あまりにも変化しすぎたため、言うのはやめた。
時間は飲み会が終わった時へと戻る。

涼「潤子さん、帰りはどうする?」
潤子「…涼君の家に泊まってもいい?」
もうすっかり暗くなってるし、さすがに一人で帰るのは少々危ないかもしれない。
涼「別にいいよ。なんなら俺のベッド使ってもいいし」

というわけで自宅に到着。
バタン、と玄関のドアを閉めた瞬間、
ぎゅっ。
潤子が抱きついてきた。
涼「じゅ、潤子さん?」
潤子「涼君♪」
涼君♪…て。
すりすりと顔を胸元にすりつける。
…酔っ払ってる。
いやもうすでに酔っ払ってるのだが誰もいなくなったことで理性のタガが外れたようだ。
猫。
ぱっと見の印象は猫だった。
普段はなつく事はないがたまにすりすりと甘えてくる。
まさにそれだった。
酔っ払うとまさかこうなるとは…。
潤子「ね・え、りょうくん♪」
涼「え」
潤子「…ちゅーして」

この言葉を聞いた瞬間、大爆笑した。
無論、心の中で。

ぶははははは!
『ちゅー』だってよ!『ちゅー』!
潤子さんが『ちゅー』だってよ!
ぶはははははは!

実際に笑うと機嫌を損ねて潤子パンチの嵐になりかねない。ていうかなる。
…問題は潤子曰く『ちゅー』するかどうかだ。
据え膳食わぬは男の恥とは言うが、はいそうですかと従うわけにはいかない。
したら間違いなく調子にのるからだ。
涼「ま、まあまあ潤子さんとりあえず落ち着いて」
潤子「うー、ちゅーしたいのに…」
冷蔵庫から買っておいた缶ビールを取り出し、ぷしゅっと蓋を開ける。
涼「まあとりあえず一本どうぞ」
潤子「…これ飲んだらちゅーするからね」
…何が何でも『ちゅー』する気か。
だが、させない方法がある。
涼「あっ!」
横の方を向いて声を出す。
潤子「ん?」
それにつられて潤子は横へ向く。
今だ。
『あるモノ』を取り出し、その容器に入ってる液体を潤子の持っているビールの中に数滴入れる。
潤子「…何もないじゃない〜。

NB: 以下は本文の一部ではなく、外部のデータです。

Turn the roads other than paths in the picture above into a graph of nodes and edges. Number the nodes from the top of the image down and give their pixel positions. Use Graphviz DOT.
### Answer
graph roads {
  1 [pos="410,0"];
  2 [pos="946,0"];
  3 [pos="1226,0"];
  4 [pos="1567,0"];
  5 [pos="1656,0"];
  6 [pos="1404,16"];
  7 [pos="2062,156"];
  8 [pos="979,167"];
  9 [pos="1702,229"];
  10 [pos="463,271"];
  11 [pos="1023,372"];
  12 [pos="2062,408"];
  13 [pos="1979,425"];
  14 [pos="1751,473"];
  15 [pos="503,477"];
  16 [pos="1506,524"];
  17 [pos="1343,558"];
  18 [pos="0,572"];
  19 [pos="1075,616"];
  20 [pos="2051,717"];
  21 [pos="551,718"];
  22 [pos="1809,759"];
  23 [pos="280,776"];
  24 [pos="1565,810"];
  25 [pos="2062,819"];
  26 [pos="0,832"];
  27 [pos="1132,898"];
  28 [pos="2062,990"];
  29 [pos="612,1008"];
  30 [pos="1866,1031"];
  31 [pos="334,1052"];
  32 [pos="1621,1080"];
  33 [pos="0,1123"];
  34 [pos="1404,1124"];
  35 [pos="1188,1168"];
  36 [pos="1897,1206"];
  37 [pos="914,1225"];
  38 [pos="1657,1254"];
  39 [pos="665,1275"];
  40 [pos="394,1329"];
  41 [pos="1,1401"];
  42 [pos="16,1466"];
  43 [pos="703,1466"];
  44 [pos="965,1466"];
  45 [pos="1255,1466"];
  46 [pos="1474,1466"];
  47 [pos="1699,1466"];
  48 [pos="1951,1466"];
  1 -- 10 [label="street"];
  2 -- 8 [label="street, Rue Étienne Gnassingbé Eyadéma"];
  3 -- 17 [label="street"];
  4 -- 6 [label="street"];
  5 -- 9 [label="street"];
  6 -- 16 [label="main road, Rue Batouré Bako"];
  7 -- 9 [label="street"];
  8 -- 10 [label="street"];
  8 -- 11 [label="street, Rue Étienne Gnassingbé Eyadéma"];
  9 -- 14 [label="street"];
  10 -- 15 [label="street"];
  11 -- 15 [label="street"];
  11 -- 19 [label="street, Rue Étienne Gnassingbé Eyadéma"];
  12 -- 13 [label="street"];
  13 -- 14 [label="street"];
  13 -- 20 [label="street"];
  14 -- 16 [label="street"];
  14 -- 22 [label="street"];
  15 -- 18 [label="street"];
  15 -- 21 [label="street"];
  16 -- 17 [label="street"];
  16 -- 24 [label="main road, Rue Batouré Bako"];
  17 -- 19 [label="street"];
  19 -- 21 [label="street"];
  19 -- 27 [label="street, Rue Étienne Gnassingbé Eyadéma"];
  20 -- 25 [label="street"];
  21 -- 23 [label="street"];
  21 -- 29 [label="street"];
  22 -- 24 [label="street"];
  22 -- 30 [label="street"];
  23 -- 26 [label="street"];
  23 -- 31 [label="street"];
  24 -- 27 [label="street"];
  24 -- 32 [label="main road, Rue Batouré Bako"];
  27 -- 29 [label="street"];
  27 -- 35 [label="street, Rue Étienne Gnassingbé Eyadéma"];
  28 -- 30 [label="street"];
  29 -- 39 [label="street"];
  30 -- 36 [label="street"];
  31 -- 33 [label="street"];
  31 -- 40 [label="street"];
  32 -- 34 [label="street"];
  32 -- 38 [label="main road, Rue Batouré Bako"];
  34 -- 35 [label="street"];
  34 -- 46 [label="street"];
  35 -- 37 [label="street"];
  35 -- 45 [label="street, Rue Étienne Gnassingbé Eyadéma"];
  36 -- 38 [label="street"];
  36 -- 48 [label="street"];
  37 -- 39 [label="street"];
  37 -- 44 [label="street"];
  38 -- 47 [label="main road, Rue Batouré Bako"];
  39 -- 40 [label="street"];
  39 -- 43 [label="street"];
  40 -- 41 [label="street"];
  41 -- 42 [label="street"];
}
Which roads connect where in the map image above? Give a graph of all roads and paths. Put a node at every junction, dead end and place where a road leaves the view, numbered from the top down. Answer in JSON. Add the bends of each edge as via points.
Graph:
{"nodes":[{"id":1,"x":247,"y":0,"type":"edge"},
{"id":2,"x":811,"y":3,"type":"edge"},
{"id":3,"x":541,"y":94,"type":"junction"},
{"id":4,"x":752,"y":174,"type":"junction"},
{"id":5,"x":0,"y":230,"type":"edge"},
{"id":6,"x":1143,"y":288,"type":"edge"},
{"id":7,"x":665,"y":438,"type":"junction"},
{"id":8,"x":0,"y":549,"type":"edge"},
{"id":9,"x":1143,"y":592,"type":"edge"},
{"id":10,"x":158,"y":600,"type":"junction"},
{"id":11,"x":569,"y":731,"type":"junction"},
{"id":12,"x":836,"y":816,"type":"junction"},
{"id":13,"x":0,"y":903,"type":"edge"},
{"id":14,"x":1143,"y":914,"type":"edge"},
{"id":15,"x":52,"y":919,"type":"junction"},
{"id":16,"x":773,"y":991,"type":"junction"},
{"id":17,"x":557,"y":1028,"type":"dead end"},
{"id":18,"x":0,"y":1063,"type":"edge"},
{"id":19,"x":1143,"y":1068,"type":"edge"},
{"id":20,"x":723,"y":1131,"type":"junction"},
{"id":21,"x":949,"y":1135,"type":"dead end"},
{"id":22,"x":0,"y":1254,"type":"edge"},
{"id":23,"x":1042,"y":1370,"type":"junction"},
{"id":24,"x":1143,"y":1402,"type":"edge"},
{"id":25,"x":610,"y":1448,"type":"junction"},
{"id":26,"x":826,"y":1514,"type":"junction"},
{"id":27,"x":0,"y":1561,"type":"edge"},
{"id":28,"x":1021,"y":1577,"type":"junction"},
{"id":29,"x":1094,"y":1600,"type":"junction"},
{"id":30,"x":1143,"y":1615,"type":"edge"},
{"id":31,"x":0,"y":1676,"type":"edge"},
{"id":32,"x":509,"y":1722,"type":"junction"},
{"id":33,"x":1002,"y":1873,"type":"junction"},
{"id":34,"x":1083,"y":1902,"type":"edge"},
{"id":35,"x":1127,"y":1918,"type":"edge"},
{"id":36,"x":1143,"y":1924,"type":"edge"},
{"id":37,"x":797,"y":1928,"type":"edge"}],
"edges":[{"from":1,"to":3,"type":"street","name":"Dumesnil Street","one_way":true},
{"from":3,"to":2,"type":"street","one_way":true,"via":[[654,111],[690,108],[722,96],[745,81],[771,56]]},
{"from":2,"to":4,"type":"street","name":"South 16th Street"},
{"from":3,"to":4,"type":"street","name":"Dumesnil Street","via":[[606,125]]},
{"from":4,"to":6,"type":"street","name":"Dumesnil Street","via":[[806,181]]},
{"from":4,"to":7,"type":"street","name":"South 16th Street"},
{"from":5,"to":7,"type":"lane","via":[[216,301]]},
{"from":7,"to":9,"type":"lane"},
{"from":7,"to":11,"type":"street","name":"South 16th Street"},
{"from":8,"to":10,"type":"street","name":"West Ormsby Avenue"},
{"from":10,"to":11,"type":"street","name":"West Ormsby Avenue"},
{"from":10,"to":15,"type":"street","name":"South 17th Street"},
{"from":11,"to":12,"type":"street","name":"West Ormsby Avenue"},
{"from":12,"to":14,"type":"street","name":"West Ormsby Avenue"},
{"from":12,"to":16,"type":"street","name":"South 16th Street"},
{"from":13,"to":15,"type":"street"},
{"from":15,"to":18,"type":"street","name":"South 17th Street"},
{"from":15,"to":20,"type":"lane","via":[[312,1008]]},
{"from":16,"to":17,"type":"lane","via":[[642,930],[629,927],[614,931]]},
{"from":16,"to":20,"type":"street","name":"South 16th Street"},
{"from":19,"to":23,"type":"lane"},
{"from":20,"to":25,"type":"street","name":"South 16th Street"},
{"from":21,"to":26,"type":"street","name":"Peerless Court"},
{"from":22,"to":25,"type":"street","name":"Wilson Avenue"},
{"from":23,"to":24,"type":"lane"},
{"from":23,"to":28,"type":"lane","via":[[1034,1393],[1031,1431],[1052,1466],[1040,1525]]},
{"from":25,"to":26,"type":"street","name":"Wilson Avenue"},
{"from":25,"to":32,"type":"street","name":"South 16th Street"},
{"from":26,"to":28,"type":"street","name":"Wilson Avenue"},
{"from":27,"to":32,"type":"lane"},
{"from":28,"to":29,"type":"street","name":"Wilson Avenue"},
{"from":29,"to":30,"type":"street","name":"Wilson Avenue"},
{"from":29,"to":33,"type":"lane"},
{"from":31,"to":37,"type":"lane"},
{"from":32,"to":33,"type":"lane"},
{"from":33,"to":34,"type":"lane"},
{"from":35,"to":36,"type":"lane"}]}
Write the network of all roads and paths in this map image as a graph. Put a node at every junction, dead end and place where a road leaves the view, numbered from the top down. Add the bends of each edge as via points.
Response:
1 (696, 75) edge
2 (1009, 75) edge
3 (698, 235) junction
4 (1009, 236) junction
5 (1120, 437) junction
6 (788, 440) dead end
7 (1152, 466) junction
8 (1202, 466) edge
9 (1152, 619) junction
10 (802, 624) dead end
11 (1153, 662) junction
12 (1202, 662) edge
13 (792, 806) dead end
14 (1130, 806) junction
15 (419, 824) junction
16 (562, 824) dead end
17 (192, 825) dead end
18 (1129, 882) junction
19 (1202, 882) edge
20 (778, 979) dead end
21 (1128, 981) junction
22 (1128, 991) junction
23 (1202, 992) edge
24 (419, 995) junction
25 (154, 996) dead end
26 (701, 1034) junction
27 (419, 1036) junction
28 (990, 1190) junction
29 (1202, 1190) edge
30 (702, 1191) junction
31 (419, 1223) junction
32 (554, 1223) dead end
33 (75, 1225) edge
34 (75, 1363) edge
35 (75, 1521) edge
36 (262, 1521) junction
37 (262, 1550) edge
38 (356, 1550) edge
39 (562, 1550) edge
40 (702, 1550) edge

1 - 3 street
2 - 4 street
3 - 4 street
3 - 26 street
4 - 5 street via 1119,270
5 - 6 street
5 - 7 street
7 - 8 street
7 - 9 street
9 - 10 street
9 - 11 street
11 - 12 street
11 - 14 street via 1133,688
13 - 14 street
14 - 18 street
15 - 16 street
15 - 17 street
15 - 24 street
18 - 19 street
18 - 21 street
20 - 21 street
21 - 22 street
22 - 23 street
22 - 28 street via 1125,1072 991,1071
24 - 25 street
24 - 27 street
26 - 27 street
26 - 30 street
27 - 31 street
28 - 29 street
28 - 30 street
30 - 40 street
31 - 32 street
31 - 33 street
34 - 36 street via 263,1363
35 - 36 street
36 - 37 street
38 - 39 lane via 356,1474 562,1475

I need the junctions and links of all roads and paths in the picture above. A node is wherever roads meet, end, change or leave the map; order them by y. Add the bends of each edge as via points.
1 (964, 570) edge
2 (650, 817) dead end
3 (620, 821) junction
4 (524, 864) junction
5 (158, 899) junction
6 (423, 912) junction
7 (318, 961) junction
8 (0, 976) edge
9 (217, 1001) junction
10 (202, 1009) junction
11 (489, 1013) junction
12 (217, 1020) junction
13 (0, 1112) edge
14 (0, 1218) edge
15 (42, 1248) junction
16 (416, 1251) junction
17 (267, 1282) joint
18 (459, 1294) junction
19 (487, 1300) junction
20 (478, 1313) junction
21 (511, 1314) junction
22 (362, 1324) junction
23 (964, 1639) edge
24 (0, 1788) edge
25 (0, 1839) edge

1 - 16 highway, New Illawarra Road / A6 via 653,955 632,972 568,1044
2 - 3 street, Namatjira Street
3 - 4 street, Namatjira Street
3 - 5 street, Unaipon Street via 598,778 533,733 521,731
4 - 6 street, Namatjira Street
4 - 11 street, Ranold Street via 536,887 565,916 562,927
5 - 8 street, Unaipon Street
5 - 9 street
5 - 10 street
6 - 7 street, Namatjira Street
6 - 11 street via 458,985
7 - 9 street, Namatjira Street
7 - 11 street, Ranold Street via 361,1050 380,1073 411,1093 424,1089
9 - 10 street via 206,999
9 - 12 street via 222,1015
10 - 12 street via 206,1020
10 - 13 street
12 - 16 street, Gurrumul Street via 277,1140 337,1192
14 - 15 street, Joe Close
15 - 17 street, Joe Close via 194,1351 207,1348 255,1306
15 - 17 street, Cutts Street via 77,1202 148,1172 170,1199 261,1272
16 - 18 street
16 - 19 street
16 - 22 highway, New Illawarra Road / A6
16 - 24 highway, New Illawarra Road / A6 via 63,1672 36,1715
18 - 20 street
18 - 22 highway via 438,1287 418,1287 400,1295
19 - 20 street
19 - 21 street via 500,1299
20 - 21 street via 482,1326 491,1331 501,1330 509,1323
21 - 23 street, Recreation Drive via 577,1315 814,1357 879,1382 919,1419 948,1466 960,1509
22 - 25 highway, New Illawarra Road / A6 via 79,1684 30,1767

りょうくんのばかぁ」
普段なら絶対に使わない、甘えた怒り方をしてくる。
潤子「これ飲んだらちゅーするからね…」
ぐいっ、と缶ビール一気飲み。
女なのに男らしい飲みっぷりだ。
飲み干した瞬間、潤子の手から缶ビールが落ちる。
カーンという音を立てて床に転がる。
完全に飲み干したらしく、中身がこぼれる事はなかった。
一方、潤子はふらふらと身体が揺れている。
その揺れは大きくなり、倒れようとしていた。
すかさず潤子を抱きとめる。
潤子「……すー…すー…」
潤子は寝ていた。
…効果はあったようだ。
缶ビールに入れたのは目薬。
酒に目薬を入れると簡単に眠ってしまうと聞いた事があるがまさかこんな簡単に寝てくれるとは。
涼「…とんでもない酒グセだな」
正確には俺だけにしかしてこないであろう酒グセなんだろうけど。
…もし男のプライドを捨てて潤子曰く『ちゅー』していたらどうなっていたのやら。
んー………。

※潤子の台詞のみです。
『んー…もっとぉ…もっとしてぇ…』
『んんっ…そこぉっ…♪』
『やぁなの…私がするんだからぁ…』
『終わっちゃやだぁ…もっとしたいよぉ…』

…アリっちゃアリだが男の面目丸潰れかも…。

後書き

今回のタイトルは国生さゆりから。
今回のタイトルは藤圭子から。
書いてる時期と掲載される時期とでは大幅に違う時がありますが時々今回みたいに妙なモノになっていたら『夏に書いたな』と思っていただいていいです(笑)。
今回は結構前から考えていたのですがラストの潤子の台詞のみの部分は夏真っ盛りの時に書いたやつです。しかも即興で(笑)。
見直してみても壊れてんなぁと思います。
暑くて脳ミソが軽く溶けてたようです(笑)。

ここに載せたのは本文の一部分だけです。